Pick out each line in these entries that contains the string "Советской".
━━━━━ Listed records ━━━━━
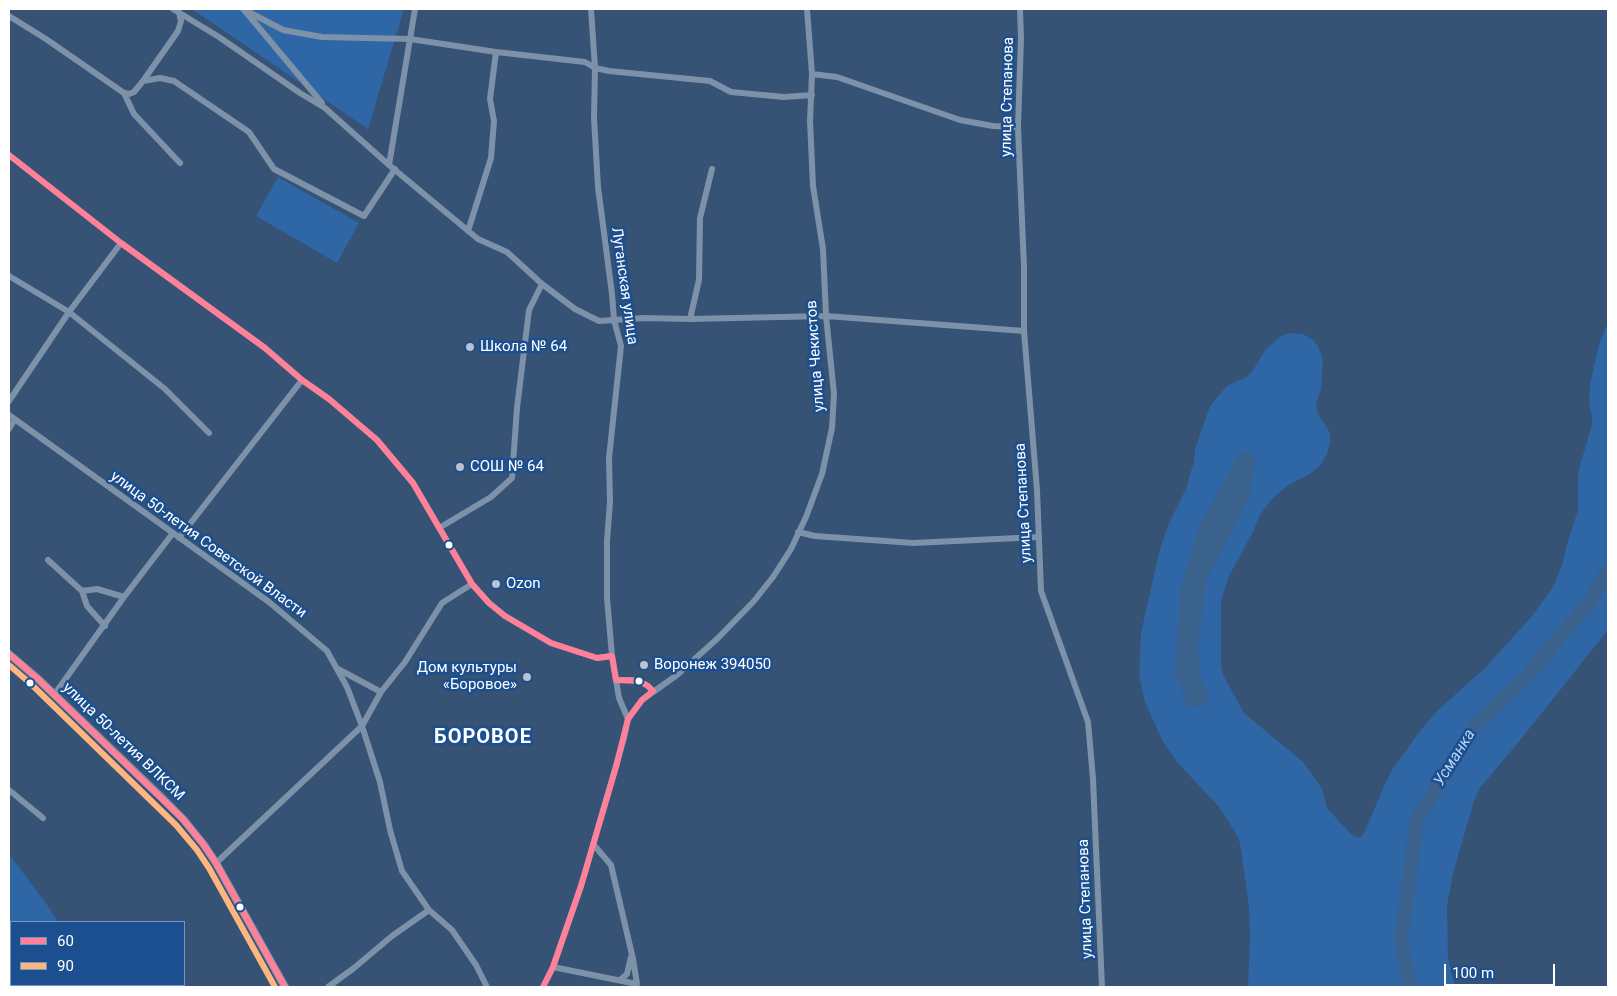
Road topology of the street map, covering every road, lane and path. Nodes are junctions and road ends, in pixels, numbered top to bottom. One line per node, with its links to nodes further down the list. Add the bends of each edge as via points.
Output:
1 (173, 9): 7 (street)
2 (243, 9): 9 (street, via 283,30 322,37); 16 (street)
3 (415, 9): 9 (street)
4 (591, 9): 11 (street, Луганская улица)
5 (807, 9): 12 (street, улица Чекистов)
6 (1020, 9): 17 (street, улица Степанова)
7 (179, 11): 13 (street, via 178,31); 16 (street)
8 (9, 16): 14 (street)
9 (410, 39): 10 (street); 20 (street)
10 (496, 52): 11 (street, via 585,62); 22 (street, via 490,99 494,121 491,158)
11 (595, 68): 15 (street, via 710,81 731,92 784,97); 29 (street, Луганская улица, via 598,187)
12 (812, 74): 15 (street, улица Чекистов); 17 (street, via 837,77 960,120)
13 (143, 81): 14 (street, via 134,92); 20 (street, via 160,78 174,81 249,132 274,169 364,216)
14 (124, 93): 19 (street, via 134,114)
15 (812, 95): 27 (street, улица Чекистов, via 813,186 823,248)
16 (325, 108): 20 (street)
17 (1018, 127): 30 (street, улица Степанова)
18 (9, 155): 23 (street)
19 (180, 164)
20 (392, 167): 22 (street)
21 (712, 169): 28 (street, via 700,218 698,280)
22 (468, 231): 25 (street, via 506,252)
23 (121, 243): 26 (street); 31 (street, via 265,348)
24 (9, 276): 26 (street)
25 (542, 284): 29 (street, via 575,309 599,321); 37 (street, via 529,310 512,478 490,497)
26 (70, 312): 32 (street); 36 (street, via 165,389)
27 (826, 316): 28 (street); 30 (street); 38 (street, улица Чекистов, via 834,394 832,428 822,474)
28 (690, 319): 29 (street)
29 (614, 320): 47 (street, Луганская улица, via 621,346 609,458 610,502 606,541)
30 (1024, 331): 40 (street, улица Степанова)
31 (302, 380): 37 (street, via 377,440 413,484); 39 (street)
32 (9, 401)
33 (9, 414): 34 (street, улица 50-летия Советской Власти)
34 (16, 419): 35 (street); 39 (street, улица 50-летия Советской Власти)
35 (9, 429)
36 (209, 433)
37 (439, 528): 42 (street)
38 (798, 532): 40 (street, via 914,543); 50 (street, улица Чекистов, via 791,549 754,601 676,675)
39 (176, 536): 44 (street); 48 (street, улица 50-летия Советской Власти, via 269,602 327,651)
40 (1039, 537): 68 (street, улица Степанова, via 1041,591 1088,722)
41 (48, 560): 43 (street)
42 (472, 584): 47 (street, via 505,616 551,643 597,658); 51 (street, via 442,603 405,662)
43 (82, 591): 44 (street, via 97,589); 45 (street, via 87,606)
44 (124, 598): 45 (street)
45 (105, 626): 52 (street)
46 (9, 654): 52 (street, улица 50-летия ВЛКСМ)
47 (612, 656): 49 (street, Луганская улица)
48 (338, 669): 51 (street); 54 (street, улица 50-летия Советской Власти)
49 (616, 680): 50 (street, via 639,681); 53 (street, Луганская улица)
50 (653, 691): 53 (street, улица Чекистов)
51 (381, 692): 54 (street)
52 (54, 695): 58 (street, улица 50-летия ВЛКСМ, via 183,819)
53 (628, 719): 57 (street)
54 (362, 726): 58 (street); 59 (street, улица 50-летия Советской Власти, via 402,871)
55 (9, 790): 56 (street)
56 (43, 818)
57 (593, 844): 60 (street, via 611,865); 61 (street)
58 (216, 863): 64 (street, улица 50-летия ВЛКСМ)
59 (429, 910): 65 (street); 66 (street, улица 50-летия Советской Власти, via 452,930)
60 (632, 953): 62 (street, via 630,967); 63 (street)
61 (553, 967): 62 (street); 67 (street)
62 (620, 980): 63 (street)
63 (640, 986)
64 (285, 987)
65 (328, 987)
66 (487, 987)
67 (543, 987)
68 (1102, 987)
━━━━━
Response box =
33 (9, 414): 34 (street, улица 50-летия Советской Власти)
34 (16, 419): 35 (street); 39 (street, улица 50-летия Советской Власти)
39 (176, 536): 44 (street); 48 (street, улица 50-летия Советской Власти, via 269,602 327,651)
48 (338, 669): 51 (street); 54 (street, улица 50-летия Советской Власти)
54 (362, 726): 58 (street); 59 (street, улица 50-летия Советской Власти, via 402,871)
59 (429, 910): 65 (street); 66 (street, улица 50-летия Советской Власти, via 452,930)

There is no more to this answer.